First he didn't play. Then he was playing out of position.

But when DeSean Martin finally got to play his natural position of running back, he showed exactly what he is capable of.

Martin went from zero carries in 2011 to fullback at the start of 2012 to first-team all-Western States Football League running back by the end of the year.

His 600 rushing yards placed him third in the conference and helped the Matadors earn a spot in the El Toro Bowl for the second-straight year. The game, presented by Alexander Automotive Group, is 1 p.m. Saturday at Veterans Memorial Stadium.

He also had 112 receiving yards despite not seeing his action at running back until halfway through the second game of the year. And last year he was buried on the depth chart behind current Oklahoma Sooner running back Damien Williams.

“It was kind of rough in the beginning playing fullback, stuff like that, sitting behind Damien Williams – that's Mr. Oklahoma,” Martin said. “I've gotten a bigger taste of it this year, so it's gone pretty well.”

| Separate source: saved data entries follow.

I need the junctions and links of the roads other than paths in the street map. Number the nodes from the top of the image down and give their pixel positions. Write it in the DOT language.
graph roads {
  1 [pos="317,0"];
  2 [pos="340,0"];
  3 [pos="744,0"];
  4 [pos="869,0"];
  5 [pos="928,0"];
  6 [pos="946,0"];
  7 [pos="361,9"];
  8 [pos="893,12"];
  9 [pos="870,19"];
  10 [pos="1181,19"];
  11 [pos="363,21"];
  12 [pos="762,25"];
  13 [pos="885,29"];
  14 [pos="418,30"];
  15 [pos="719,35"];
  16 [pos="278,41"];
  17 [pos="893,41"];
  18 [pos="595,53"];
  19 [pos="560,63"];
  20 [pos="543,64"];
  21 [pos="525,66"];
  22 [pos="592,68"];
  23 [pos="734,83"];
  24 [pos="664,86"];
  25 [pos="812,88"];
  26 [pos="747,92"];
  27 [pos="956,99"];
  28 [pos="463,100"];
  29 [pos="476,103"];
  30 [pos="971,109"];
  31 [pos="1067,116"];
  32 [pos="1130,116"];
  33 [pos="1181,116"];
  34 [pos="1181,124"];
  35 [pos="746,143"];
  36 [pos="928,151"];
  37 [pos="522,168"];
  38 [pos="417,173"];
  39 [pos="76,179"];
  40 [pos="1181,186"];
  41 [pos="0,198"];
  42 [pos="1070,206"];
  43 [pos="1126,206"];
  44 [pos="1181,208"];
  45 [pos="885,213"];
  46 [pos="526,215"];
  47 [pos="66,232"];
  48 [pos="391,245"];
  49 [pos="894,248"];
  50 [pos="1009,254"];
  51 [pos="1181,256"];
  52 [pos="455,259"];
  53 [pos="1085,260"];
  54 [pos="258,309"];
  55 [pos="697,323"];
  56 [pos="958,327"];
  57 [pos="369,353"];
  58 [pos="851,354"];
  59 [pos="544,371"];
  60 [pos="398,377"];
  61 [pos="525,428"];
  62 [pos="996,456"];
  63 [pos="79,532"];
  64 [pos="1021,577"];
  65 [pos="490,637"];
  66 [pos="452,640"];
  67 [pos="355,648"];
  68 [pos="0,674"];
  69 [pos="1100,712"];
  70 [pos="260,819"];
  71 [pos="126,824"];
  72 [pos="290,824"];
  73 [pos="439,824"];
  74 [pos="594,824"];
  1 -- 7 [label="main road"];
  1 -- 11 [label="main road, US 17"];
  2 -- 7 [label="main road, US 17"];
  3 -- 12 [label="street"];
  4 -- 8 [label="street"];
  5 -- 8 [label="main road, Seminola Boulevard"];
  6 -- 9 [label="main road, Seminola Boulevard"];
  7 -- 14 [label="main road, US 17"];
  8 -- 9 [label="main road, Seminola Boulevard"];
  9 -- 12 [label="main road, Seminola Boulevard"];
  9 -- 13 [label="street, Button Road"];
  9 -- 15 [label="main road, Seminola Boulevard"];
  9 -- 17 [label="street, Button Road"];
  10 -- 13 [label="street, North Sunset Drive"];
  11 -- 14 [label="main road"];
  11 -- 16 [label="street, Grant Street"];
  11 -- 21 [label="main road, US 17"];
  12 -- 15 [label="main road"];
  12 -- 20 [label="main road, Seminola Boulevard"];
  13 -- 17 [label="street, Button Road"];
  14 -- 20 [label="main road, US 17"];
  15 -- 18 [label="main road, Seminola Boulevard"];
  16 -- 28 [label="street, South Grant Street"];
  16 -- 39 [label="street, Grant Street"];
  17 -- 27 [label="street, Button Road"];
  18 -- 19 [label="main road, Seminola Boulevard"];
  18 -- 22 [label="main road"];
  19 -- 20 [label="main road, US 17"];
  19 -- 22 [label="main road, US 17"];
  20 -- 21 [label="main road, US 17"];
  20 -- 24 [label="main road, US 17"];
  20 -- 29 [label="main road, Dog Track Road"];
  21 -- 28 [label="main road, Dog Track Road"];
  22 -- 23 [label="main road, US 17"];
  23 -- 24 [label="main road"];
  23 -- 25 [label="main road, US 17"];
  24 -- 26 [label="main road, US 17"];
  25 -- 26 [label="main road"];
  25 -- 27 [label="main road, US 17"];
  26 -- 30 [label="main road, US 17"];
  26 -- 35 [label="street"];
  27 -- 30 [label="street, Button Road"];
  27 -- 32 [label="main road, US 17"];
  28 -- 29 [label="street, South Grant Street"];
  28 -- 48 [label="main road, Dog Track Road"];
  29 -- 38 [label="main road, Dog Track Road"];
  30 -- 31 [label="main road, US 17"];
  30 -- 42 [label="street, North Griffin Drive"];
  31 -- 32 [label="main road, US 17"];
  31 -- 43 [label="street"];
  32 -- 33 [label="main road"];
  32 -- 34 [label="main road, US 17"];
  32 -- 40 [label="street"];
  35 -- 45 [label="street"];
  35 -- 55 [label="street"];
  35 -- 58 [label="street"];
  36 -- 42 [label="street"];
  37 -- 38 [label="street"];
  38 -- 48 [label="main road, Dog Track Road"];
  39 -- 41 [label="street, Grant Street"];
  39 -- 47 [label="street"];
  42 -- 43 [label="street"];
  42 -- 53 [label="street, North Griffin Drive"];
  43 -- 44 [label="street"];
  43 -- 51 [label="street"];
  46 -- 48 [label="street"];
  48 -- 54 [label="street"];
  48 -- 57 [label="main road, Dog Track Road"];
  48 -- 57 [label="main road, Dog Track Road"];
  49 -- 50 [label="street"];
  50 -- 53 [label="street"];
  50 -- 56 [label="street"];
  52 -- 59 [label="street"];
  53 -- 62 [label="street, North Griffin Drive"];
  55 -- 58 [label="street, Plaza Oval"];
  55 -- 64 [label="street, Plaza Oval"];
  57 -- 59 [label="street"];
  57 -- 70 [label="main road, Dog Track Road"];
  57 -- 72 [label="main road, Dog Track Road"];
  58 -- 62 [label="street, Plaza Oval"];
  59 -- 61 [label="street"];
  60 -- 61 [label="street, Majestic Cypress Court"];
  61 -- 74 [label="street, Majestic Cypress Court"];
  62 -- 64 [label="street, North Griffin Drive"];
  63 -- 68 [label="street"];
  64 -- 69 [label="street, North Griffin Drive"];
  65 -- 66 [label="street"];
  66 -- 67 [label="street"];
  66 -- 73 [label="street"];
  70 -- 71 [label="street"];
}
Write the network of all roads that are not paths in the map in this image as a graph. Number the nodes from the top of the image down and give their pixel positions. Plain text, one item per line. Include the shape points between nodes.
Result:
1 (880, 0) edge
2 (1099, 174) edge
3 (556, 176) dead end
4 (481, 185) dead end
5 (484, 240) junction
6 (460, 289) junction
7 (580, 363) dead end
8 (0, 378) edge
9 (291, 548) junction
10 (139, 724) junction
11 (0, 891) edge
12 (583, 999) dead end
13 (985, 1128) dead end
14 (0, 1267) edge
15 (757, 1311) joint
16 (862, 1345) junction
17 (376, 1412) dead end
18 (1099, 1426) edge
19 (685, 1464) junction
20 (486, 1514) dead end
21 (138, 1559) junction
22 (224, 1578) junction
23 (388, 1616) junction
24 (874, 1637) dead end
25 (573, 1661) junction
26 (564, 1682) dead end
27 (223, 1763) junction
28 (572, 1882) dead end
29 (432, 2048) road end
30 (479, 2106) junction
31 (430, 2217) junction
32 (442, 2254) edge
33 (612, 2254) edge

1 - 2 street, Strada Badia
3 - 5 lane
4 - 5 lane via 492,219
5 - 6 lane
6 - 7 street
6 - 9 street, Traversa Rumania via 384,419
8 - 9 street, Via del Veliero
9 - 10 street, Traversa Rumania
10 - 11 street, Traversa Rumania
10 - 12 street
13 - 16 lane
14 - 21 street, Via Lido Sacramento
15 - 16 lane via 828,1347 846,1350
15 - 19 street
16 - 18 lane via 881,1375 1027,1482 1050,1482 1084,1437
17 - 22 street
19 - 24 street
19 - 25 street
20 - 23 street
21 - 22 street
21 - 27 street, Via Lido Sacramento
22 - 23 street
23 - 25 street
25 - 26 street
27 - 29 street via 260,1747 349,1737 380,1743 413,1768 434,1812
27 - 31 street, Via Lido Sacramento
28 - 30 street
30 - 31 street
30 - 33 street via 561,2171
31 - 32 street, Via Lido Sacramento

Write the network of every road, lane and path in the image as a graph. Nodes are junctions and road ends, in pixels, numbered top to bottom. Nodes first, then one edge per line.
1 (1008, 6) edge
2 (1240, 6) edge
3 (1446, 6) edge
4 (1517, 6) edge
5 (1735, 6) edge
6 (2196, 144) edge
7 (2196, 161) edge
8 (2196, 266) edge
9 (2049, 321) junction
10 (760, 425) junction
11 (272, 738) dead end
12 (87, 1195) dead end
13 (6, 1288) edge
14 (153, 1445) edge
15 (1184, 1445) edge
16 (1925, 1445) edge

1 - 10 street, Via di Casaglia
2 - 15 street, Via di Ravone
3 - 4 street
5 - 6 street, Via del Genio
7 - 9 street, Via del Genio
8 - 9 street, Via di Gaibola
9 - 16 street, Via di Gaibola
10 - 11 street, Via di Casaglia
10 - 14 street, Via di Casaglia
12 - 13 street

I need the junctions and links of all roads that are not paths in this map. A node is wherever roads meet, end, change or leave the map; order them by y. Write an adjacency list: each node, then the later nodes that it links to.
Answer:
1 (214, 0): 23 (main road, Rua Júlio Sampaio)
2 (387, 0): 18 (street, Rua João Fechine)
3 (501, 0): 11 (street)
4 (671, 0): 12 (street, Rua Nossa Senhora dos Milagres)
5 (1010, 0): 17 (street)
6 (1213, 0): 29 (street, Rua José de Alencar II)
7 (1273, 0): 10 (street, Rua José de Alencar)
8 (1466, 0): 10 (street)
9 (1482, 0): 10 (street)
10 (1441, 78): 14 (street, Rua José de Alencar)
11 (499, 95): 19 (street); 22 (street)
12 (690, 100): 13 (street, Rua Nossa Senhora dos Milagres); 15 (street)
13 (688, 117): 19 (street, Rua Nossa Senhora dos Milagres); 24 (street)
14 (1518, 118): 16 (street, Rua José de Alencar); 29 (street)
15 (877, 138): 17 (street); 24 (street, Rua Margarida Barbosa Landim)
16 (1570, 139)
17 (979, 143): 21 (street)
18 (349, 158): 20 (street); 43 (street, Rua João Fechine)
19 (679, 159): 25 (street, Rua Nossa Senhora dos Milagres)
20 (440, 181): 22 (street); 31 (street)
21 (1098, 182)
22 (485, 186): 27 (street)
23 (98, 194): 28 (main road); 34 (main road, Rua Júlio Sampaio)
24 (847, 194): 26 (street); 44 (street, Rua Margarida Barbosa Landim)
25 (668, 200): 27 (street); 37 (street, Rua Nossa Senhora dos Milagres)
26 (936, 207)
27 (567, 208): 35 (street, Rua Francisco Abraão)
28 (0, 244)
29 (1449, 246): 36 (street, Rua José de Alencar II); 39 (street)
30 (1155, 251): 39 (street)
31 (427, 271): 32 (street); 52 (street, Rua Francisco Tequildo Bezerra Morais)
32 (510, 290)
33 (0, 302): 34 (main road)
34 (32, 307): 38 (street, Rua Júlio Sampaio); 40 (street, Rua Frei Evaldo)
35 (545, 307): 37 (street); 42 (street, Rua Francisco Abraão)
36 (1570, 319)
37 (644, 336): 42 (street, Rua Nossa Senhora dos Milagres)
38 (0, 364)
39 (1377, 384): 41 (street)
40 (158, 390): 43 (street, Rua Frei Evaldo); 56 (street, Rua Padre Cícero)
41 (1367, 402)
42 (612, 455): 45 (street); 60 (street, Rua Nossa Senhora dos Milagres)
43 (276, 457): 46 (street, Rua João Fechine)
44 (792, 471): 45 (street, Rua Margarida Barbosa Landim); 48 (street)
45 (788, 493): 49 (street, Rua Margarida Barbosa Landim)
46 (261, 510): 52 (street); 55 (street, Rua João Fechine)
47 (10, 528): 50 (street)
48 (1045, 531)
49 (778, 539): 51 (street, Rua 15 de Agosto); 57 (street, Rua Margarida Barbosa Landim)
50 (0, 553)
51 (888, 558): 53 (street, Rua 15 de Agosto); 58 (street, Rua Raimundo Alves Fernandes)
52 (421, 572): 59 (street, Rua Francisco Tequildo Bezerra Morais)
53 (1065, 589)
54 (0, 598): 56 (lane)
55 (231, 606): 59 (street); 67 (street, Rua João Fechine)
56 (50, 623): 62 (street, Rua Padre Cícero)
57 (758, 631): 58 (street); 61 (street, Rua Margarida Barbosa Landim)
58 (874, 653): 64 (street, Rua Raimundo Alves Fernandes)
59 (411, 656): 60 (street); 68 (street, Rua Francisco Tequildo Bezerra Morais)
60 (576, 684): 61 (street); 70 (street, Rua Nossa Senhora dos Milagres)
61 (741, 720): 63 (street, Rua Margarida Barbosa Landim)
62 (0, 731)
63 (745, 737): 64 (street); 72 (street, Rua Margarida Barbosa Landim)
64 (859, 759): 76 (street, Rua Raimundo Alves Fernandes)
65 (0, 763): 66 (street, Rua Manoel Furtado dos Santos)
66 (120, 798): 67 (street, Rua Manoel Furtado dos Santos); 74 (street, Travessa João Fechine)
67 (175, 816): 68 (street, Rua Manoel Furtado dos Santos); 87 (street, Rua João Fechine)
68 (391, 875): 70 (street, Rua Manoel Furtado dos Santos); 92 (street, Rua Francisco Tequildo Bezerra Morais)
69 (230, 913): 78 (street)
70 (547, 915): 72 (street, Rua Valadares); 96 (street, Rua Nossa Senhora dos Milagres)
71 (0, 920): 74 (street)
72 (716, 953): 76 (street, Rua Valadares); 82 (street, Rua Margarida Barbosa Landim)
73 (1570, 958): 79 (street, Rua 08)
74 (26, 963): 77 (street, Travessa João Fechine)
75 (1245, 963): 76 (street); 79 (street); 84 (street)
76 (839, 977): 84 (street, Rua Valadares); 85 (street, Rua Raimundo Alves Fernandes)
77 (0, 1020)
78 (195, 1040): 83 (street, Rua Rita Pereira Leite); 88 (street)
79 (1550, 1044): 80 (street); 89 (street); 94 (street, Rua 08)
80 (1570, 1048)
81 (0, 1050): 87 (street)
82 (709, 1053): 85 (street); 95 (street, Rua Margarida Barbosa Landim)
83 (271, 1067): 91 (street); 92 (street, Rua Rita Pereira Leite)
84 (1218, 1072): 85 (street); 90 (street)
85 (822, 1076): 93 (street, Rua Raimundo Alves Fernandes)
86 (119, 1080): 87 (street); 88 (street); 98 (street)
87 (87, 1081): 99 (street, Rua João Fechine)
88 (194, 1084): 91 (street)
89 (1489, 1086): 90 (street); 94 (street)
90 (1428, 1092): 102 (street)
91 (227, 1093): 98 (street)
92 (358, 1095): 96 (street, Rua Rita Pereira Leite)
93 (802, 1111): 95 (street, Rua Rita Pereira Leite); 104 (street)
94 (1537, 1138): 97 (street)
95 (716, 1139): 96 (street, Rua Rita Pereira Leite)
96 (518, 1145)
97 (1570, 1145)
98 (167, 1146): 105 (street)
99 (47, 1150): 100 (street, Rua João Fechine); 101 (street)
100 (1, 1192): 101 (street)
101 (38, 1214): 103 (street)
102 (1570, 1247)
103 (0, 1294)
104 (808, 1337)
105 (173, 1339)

Coach Tom Minnick moved the bulked-up Martin to fullback, where he was the starter in the season opener against Ellsworth. But in the next game against Pima, AWC running backs J.C. Baker and Teddy Monroe – who were expected to be the top two running backs entering the year – both suffered injuries.

Martin took advantage.

“When they got hurt, coach and them were all going crazy over there on the sideline,” Martin said. “I was like ‘Coach, man, you've got to let me go. I'm not no blocker. Let me run. Let me breathe,' I told him, ‘Let me breathe.' They put me in the game and I just kept it going, kept the motor going.”

He ran for 107 yards in the second half against the Aztecs, then followed up with 300 all-purpose yards against Scottsdale.

After that, the job was his.

“He was a good hard runner, tough-nose runner, good stats coming out,” Minnick said. “Then you watch him on film, and he's exactly what he is when he got here – a hard-nosed, downhill runner who got after it and made some plays. What we didn't expect is he had great hands. He caught a ton of balls out of the backfield and did a great job.”

Martin said he didn't like playing fullback at the start of the year, seeing himself as a running back.

“I came from Vegas, was a big high school star,” Martin said. “It's kind of different playing fullback. I didn't like it, I just had to stick my head in there and keep doing it.”

Of course, he said playing fullback was better than not playing.

“I didn't get not one carry all last year,” Martin said. “It was kind of, ‘Oh my God.' I was hurt a little bit. I didn't think any school would look at me or anything like that. I was kind of worried last year. It was kind of rough.”

There weren't exactly a plethora of carries for running backs not named Damien Williams, who was the WSFL Offensive Player of the Year in 2011 the year after Reggie Bullock was the NJCAA Offensive Player of the Year.

This year the Matadors haven't had the star running back of the past three years – Bullock was a two-year starter for the team. But they have a collection of four backs, Minnick said, that each provide a different skill. Baker and Tremaine McCullough are the speed guys, with McCullough specializing in the fly-sweep, where he lines up split wide and gets the ball on the run. Martin and fullback Demont Buice are big bruising runners, giving Minnick options.

“There's a lot of flexibility because we can run different things with each one of them,” Minnick said. “If we need a bigger back in there we go with Buice running the ball, or DeSean running the ball. For fly-sweep stuff and throwing out of the backfield you have Tremaine and J.C. And J.C. is the fast one in there that can break the long runs. We don't have a Damien Williams or a Reggie Bullock. All four of them together are that running back.”

Minnick, however, doesn't hesitate when asked how having the current alignment compares to having an NCAA Division I caliber back like Williams or Bullock (East Carolina).

“We'd be a different team if we had one of those two,” Minnick said. “We might have been playing for (a national championship). If Damien had the offensive line we have as of today, Damien would rush for maybe 3,000 yards. Reggie too. They were special backs. You don't find those too often, and to have two kids like that here back-to-back was unbelievable. But it's hard to find guys like that.”